> **WORK INSTRUCTIONS**
This exercise calls for printing every record exactly once more.

> **DATA TO EXAMINE**
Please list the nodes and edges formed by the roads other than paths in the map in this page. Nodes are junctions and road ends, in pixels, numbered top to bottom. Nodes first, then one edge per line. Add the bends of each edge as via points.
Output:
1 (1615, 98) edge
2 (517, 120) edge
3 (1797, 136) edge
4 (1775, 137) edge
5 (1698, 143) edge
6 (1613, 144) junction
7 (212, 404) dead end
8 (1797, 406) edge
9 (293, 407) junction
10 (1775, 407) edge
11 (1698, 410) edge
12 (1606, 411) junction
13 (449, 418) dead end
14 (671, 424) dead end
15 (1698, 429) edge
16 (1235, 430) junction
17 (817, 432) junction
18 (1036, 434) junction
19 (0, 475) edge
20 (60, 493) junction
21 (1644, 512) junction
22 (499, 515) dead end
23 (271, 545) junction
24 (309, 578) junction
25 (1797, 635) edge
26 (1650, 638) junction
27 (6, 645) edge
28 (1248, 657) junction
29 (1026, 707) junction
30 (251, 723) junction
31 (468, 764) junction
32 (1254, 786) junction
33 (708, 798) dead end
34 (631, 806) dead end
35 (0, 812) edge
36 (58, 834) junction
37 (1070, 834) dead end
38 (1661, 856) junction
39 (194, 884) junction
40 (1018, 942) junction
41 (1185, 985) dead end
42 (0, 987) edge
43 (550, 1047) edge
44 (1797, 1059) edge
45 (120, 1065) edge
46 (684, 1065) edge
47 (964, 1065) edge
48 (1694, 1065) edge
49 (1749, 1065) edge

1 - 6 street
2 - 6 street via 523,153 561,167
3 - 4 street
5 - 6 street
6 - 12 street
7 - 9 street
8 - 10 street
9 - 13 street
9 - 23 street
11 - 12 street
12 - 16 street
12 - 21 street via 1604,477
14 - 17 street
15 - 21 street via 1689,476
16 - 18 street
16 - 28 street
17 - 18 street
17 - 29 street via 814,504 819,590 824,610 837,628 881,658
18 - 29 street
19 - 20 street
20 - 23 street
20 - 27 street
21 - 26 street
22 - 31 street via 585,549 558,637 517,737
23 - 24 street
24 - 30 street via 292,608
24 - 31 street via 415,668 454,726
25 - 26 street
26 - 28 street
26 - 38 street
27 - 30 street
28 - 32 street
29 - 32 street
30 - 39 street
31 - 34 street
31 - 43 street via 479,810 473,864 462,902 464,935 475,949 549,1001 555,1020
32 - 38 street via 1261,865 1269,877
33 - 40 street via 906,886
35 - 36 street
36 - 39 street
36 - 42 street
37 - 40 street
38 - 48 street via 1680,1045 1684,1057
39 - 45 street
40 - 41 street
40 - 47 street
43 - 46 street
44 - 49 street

> **RESULT OF THIS EXERCISE**
Please list the nodes and edges formed by the roads other than paths in the map in this page. Nodes are junctions and road ends, in pixels, numbered top to bottom. Nodes first, then one edge per line. Add the bends of each edge as via points.
Output:
1 (1615, 98) edge
2 (517, 120) edge
3 (1797, 136) edge
4 (1775, 137) edge
5 (1698, 143) edge
6 (1613, 144) junction
7 (212, 404) dead end
8 (1797, 406) edge
9 (293, 407) junction
10 (1775, 407) edge
11 (1698, 410) edge
12 (1606, 411) junction
13 (449, 418) dead end
14 (671, 424) dead end
15 (1698, 429) edge
16 (1235, 430) junction
17 (817, 432) junction
18 (1036, 434) junction
19 (0, 475) edge
20 (60, 493) junction
21 (1644, 512) junction
22 (499, 515) dead end
23 (271, 545) junction
24 (309, 578) junction
25 (1797, 635) edge
26 (1650, 638) junction
27 (6, 645) edge
28 (1248, 657) junction
29 (1026, 707) junction
30 (251, 723) junction
31 (468, 764) junction
32 (1254, 786) junction
33 (708, 798) dead end
34 (631, 806) dead end
35 (0, 812) edge
36 (58, 834) junction
37 (1070, 834) dead end
38 (1661, 856) junction
39 (194, 884) junction
40 (1018, 942) junction
41 (1185, 985) dead end
42 (0, 987) edge
43 (550, 1047) edge
44 (1797, 1059) edge
45 (120, 1065) edge
46 (684, 1065) edge
47 (964, 1065) edge
48 (1694, 1065) edge
49 (1749, 1065) edge

1 - 6 street
2 - 6 street via 523,153 561,167
3 - 4 street
5 - 6 street
6 - 12 street
7 - 9 street
8 - 10 street
9 - 13 street
9 - 23 street
11 - 12 street
12 - 16 street
12 - 21 street via 1604,477
14 - 17 street
15 - 21 street via 1689,476
16 - 18 street
16 - 28 street
17 - 18 street
17 - 29 street via 814,504 819,590 824,610 837,628 881,658
18 - 29 street
19 - 20 street
20 - 23 street
20 - 27 street
21 - 26 street
22 - 31 street via 585,549 558,637 517,737
23 - 24 street
24 - 30 street via 292,608
24 - 31 street via 415,668 454,726
25 - 26 street
26 - 28 street
26 - 38 street
27 - 30 street
28 - 32 street
29 - 32 street
30 - 39 street
31 - 34 street
31 - 43 street via 479,810 473,864 462,902 464,935 475,949 549,1001 555,1020
32 - 38 street via 1261,865 1269,877
33 - 40 street via 906,886
35 - 36 street
36 - 39 street
36 - 42 street
37 - 40 street
38 - 48 street via 1680,1045 1684,1057
39 - 45 street
40 - 41 street
40 - 47 street
43 - 46 street
44 - 49 street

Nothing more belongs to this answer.